Some weeks later I learned that Audrey had taken her earnings and vanished into the city to live with a cousin she had discovered in a market stall. Martha was quietly pensioned; the Dowager had lost more than face, and she taught her daughters—those who remained—how to measure cruelty with fear.
"And me?" I asked Jared on a clear morning when the river looked like polished glass. "What do they say of me now?"
"They used to say what they wanted," he answered. "Now they must say what is true. I wanted you to be seen for who you are. I wanted others to have no reason to lie about you."
He asked me to be his, not because I had been a tool, but because he wanted to. He took my hand in public—no longer a stolen bed but a chosen partner—and when the Dowager resisted, when the noble lines tried to formalize how a woman from a low house could ascend, Jared placed me before the court and declared me his. "She is Leilani Conti," he said, "and she is near me for reasons that have nothing to do with bargains."
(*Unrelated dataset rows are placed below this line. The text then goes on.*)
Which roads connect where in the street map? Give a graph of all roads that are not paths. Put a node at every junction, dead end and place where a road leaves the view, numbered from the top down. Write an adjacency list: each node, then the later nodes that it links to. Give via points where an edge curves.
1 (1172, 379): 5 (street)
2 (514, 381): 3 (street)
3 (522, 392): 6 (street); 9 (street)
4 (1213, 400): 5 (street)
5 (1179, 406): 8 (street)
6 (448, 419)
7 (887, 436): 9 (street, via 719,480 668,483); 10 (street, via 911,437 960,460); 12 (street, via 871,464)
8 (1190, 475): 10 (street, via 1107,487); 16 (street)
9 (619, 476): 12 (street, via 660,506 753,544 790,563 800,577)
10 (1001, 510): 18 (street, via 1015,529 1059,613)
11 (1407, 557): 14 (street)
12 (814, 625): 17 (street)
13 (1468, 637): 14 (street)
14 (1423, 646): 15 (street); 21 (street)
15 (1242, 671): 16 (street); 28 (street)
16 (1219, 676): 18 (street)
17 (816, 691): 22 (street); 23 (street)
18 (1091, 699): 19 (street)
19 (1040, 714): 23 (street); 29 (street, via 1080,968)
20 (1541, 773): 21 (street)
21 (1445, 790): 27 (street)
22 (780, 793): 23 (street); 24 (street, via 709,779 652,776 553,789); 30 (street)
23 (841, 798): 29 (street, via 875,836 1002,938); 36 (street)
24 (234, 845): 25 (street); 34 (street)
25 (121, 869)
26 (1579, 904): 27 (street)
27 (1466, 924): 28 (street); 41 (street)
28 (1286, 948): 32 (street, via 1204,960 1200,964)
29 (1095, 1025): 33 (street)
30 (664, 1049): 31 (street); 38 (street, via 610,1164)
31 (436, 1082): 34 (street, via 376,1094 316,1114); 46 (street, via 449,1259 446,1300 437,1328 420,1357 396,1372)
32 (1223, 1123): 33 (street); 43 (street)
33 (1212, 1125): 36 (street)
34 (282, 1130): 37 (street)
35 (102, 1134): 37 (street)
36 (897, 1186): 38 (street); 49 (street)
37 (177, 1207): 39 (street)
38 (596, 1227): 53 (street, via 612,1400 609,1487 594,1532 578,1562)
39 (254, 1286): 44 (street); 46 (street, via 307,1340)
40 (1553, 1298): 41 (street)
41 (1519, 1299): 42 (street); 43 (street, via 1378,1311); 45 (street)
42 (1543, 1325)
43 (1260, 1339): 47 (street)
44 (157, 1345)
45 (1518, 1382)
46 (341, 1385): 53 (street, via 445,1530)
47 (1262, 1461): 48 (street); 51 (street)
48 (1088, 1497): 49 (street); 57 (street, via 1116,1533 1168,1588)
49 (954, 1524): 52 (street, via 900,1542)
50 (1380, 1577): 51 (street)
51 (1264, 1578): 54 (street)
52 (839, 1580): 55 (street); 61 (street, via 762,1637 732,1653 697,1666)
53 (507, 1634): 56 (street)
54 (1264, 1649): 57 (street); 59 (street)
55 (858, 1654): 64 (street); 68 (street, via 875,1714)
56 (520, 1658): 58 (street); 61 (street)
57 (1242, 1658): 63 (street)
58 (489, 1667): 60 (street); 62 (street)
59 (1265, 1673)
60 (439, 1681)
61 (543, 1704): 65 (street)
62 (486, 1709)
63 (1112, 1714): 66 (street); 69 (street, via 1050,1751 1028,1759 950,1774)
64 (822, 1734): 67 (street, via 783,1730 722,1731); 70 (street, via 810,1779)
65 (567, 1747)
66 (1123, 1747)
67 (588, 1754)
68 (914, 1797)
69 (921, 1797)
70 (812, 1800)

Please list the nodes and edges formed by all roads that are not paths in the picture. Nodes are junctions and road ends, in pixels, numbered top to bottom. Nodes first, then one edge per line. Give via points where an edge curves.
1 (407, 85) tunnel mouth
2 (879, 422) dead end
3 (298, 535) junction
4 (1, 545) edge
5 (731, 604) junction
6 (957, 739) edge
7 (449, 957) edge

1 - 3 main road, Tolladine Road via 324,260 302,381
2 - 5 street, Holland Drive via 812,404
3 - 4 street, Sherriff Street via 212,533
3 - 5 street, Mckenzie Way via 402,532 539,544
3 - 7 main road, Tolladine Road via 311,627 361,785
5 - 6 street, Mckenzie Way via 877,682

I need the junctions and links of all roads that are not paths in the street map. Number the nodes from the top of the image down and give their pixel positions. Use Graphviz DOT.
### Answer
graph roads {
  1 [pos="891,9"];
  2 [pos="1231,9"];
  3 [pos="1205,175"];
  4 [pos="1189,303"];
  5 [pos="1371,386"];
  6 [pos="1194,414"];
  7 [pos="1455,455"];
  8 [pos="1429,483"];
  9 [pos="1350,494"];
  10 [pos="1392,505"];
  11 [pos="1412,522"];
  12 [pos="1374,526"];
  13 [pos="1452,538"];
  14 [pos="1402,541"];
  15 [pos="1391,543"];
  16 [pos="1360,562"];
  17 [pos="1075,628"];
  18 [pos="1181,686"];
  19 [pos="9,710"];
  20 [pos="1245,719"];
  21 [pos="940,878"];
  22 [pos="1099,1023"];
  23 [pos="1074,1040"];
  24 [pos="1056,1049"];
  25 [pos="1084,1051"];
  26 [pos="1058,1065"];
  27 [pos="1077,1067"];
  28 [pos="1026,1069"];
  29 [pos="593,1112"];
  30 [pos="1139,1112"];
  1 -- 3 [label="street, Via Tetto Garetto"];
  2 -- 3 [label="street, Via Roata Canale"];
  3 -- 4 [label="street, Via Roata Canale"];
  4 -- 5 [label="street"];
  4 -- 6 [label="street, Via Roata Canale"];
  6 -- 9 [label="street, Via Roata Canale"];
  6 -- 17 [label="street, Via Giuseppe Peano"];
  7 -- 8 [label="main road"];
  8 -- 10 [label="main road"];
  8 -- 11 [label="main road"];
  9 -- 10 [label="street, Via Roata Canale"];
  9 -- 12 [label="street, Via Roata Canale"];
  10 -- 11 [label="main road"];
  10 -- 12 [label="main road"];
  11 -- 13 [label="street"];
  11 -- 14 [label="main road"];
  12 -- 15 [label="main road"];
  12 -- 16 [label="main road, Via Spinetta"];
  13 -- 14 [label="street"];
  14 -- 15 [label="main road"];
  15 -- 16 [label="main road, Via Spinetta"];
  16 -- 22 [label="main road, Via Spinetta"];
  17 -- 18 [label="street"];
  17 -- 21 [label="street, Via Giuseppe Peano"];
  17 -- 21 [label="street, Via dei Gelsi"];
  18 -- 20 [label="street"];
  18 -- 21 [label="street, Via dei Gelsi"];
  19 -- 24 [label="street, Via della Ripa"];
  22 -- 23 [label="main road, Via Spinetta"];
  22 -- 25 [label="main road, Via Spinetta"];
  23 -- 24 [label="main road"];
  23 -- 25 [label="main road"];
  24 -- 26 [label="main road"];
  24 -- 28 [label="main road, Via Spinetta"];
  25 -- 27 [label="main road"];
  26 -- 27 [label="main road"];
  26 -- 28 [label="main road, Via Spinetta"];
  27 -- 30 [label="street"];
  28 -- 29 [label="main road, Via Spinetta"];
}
That public declaration sealed something worse for those who had schemed: it turned the world from the shape of their fear into the shape of a new law. It made the cruelty they had measured in shadow into something that could be named in the light.
And in the end, when I sat under the palace's carved rafters as the Emperor's chosen—later named as Empress by those who govern such titles—Kirsten worked in the same palace, but with empty ribbons tied to a plain apron. Her public breaking had been severe: loss of home, loss of family influence, and the daily glare of the people who had once bowed to her.
The day the Dowager's party came to visit, they saw her in the infirmary, mopping and bearing a bowl of stew, head down as if learning humility with each stroke. People pointed and whispered; some felt justice, some felt pity. The woman who had once planned my ruin was diminished publicly: denied the place at the table, asked to answer for each small cruelty she'd done in front of a throng of witnesses who would not forget.
Kirsten's face changed more than once during her punishment: from composed, to shocked at exposure, to frantic denial, to begging, to collapsed shame. The crowd betrayed a range of reactions—some clapped when the Dowager's family took their losses, some hissed, some took out small ledgers and wrote news for the street criers.
"Look at them," an old kitchen woman said quietly to me as we passed. "They learned how it feels."
"Yes," I said. "They learned what it costs."
"Do you feel satisfaction?" she asked.
"No," I said. "I feel the weight of what we all almost were."
Later, when the Emperor and I walked along the gardens and watched the moon slice the river, he said to me, "You frightened me at first—not because you were dangerous, but because you were honest."
"I had to survive," I answered.
"So we will build a place where honesty matters," he said.
"I would rather build a place where mothers can be safe," I told him, thinking of my small, soft-featured mother who had been dragged into all of this because of the house's greed.
He smiled then, and he kissed me like someone pledging a small, stubborn oath.
I became more than a servant's daughter. I became his chosen, then his Empress. I kept my name—Leilani Conti—like a small coin sewn within my robes. It reminded me of hot water for blistered feet, of the hands that pained and mended, and of a mother who had taught me how to count heartbeats as a currency.
Kirsten's final change came quietly: in the infirmary window, she watched the moon write silver on the courtyard's tiles and picked at the hem of her apron. She no longer had the glow that power had given her; instead she had the tired, sober look of someone who had been taught by the sky.
"Will you forgive me?" she asked me once, voice so small I almost missed it.
"Forgiveness isn't a thing you spend freely," I said. "It is earned with the steadiness of repair."
"Can I begin?" she whispered.
"You can begin," I answered.
We let the public see her begin. We let the world judge whether she would finish.